M. Aslam Chishti and Mir Muhammad Nawaz Marri for Appellant.

Muhammad Nawaz Ahmed for the State.

Date of hearing: 17th December, 19h5.

JUDGMENT

NAZIR AHMAD BHATTI, J.--

Hap Hamal and two others, appellants herein, were convicted under sections 302/325, P.P.C. and sentenced to undergo rigorous imprisonment for 14 years and 7 years respectively by the Additional Sessions Judge, Sibi vide judgment, dated 1-1-1985. They have come up with the present appeal. Notice of enhancement was also given to the appellants by this Court.

2. The facts briefly stated are that on 12-7-1972 Mohammad Amir Khan S. H .O. Police Station Jhatpat received an information that some fight had taken place in village Goth Hot Khan. He alongwith a police party reached the spot at 10-00 a.m. where Meeral son of Mulguzar reported to him that on the said day, he, accompanied by Gella, Turk Ali, Tangai and Hot Khan had gone to the land of Hot Khan in the morning time to irrigate the same from a water channel which was common between them and Haji Hamal Khan. At about 8-30 a.m. accused Haji Hamal Khan accompanied by his relatives accused Amir, Mouj Ali, Muhammad Khan, Khuda-i-Dad and some other unknown persons came there and asked the complainant party not to irrigate their lands but Hot Khan replied that it was their turn of water, whereupon the accused party, armed with sticks and axes, attacked the complainant party. Hot Khan died at the spot as a result of the injuries whereas he, Gella, Turk Ali and Tangai were injured. This report was incorporated in F.I.R. No. 62/1982 of Police Station, Jhatpat. The injured and the deceased Hot Khan were sent to Civil Hospital, Jhatpat for treatment and post-mortem examination. P.W.1 Dr. Fazal Ahmad gave medical aid to the injured and conducted post-mortem examination on deceased Hot Khan on the same day. After investigation all the five accused were sent up for trial before the Additional Sessions Judge, Sibi, by the committing magistrate who had found that the accused were prima-facie guilty of murder and caused injuries to the other aforesaid persons. In the meantime accused Mouj Ali was murdered and accused Khuda-i-Dad died and the learned Additional Sessions Judge, on 18-5-1982, charged the three appellants herein under section 302/325/324/147/148/149, P.P.C. to which they pleaded not guilty and claimed trial. The State produced four witnesses in support of the prosecution case. The appellants were examined under section 342 Cr.P.C. and appellant Haji Hamal Khan also produced two defence witnesses.
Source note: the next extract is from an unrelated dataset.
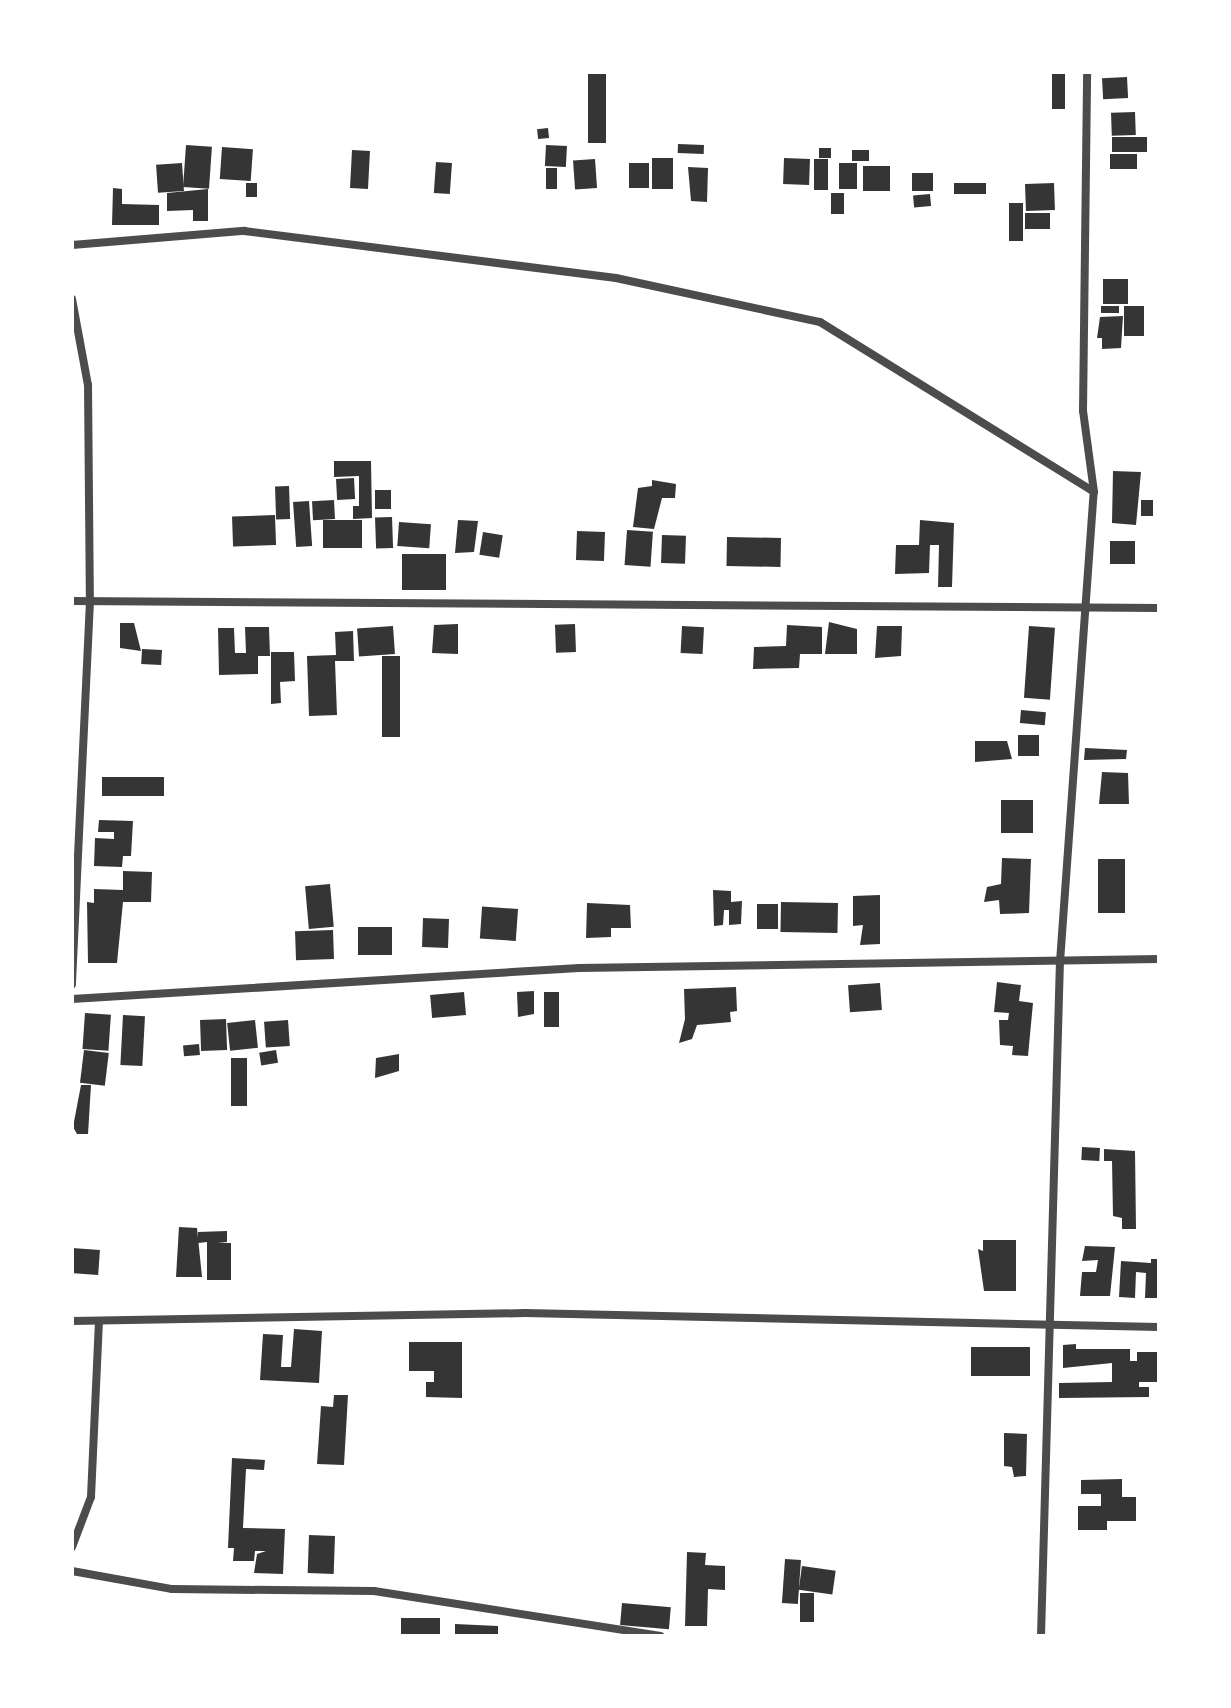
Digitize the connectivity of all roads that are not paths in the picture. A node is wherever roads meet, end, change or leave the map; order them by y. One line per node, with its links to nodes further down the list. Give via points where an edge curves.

3. P.W.1 Dr. Fazal Ahmad performed post-mortem examination on the dead body of Hot Khan from 12-50 p.m. to 2-10 p.m. on 12-7-1972 and found the following injuries:-

"Injury No. (1) A lacerated wound 2"x1"x1" deep on the right side of the temporal region in front of ear. The blood was coming from the right ear.

Injury No.2. A lacerated wound 3"x1"x1 " deep on the back of the skull.
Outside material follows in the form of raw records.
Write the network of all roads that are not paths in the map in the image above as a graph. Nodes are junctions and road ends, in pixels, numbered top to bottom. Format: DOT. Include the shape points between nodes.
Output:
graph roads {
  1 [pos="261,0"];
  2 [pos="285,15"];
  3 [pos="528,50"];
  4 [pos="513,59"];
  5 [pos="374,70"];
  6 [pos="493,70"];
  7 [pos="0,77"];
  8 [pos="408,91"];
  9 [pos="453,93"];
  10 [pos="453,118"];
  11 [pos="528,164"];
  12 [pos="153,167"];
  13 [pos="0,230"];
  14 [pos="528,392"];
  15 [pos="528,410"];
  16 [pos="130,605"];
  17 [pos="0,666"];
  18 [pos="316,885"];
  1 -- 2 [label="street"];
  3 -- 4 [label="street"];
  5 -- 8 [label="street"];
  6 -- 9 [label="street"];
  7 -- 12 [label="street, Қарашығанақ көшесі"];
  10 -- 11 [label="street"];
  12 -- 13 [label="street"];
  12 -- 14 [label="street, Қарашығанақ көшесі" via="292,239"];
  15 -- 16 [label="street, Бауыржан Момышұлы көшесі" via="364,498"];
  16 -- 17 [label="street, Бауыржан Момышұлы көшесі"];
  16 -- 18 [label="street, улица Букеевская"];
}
Injury No.3. The blood was coming from the interior of the injured nose.

Injury No.4. A blackish contusion 3"x 1" on the right side of the chest.

On internal examination I found the following damages to the internal Organ.

Cramium and spinal cord

Skull:- The skull bone was fractured at temporal region "Temporal bone."

Minerce and Brain

The dura mater was detached from the bone. The blood was collected in between the dura mater and skull bone.
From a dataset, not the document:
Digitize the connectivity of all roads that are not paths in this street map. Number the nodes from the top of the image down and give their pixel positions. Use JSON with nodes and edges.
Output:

Middle maningial artary was lacerated. The brain matter was also slightly lacerated on the right side.

Thorax

All the internal organs in the thorax were normal.

Abdomen

Phoynx was blood-stained. The stomach was containing slight blood like flowing. Rest of the internal organs were normal."

According to the opinion of the doctor death occurred due to haemorrhage and shock produced by the injuries which were ante-mortem in nature and were inflicted by the blunt and hard substance like Lathi. The death occurred in about half to two hours.

On the same day the doctor examined P.W. Meeral and found the following injuries on his person:--

"Injury No.1. A contusion 3" x 2" below the left scapula.

Injury No.2. A contusion 2" x 1" on the left side of the back."

The injuries were caused by blunt and hard substance like Lathi and were simple in nature.

The doctor also examined P.W.4 Gallo and found the following injuries on his person:-

"Injury No.(1). An incised wound 2 " x 1" x 1 " deep on the back of right fore-arm.

"Injury No.(2). An incised wound 1" x 1/3" x on the front of the left upper arm.

Injury No.(3). A contusion 4" x 1" on the right scapula.

Injury No.(4). A contusion 5" x 1" on the right buttocks.

Injury No. (5) . A contusion 6" x 1" on the right side of the back.

Injury No. (6). A contusion 3" x 1" on the outer side of the right upper arm.

Injury No. (7). A contusion 4" x 1" on the left side of the back." The injuries No.1 and 2 were caused by sharp-edged weapon and rest by blunt ante hard substance like Lathi and were simple in nature.

The same doctor also examined P.W.3 Tangai on the same day and found the following injuries on his person:-

"Injury No. (1). A contusion on the outer side of the right upper arm. The humouras bone was fractured.

Injury No.(2). A contusion 1" x " below the left eye.

Injury No.(3). A contusion 2" x 1" on the front of the right side of the chest 2" below the clavics."

Injury No.1 was grievous and the rest were simple in nature and were caused by blunt and hard substance like Lathi.

The doctor on the same day also examined P.W.2 Turk Ali and found the following injuries on his person:-

"Injury No.(1). A contusion 2 " x 1" on the right fore-arm. 2 " above the wrist joint.

Injury No.(2). A contusion 2" x 1" on the skull above the right ear.

Injury No.(3). A contusion 3" x 1" on the right buttocks."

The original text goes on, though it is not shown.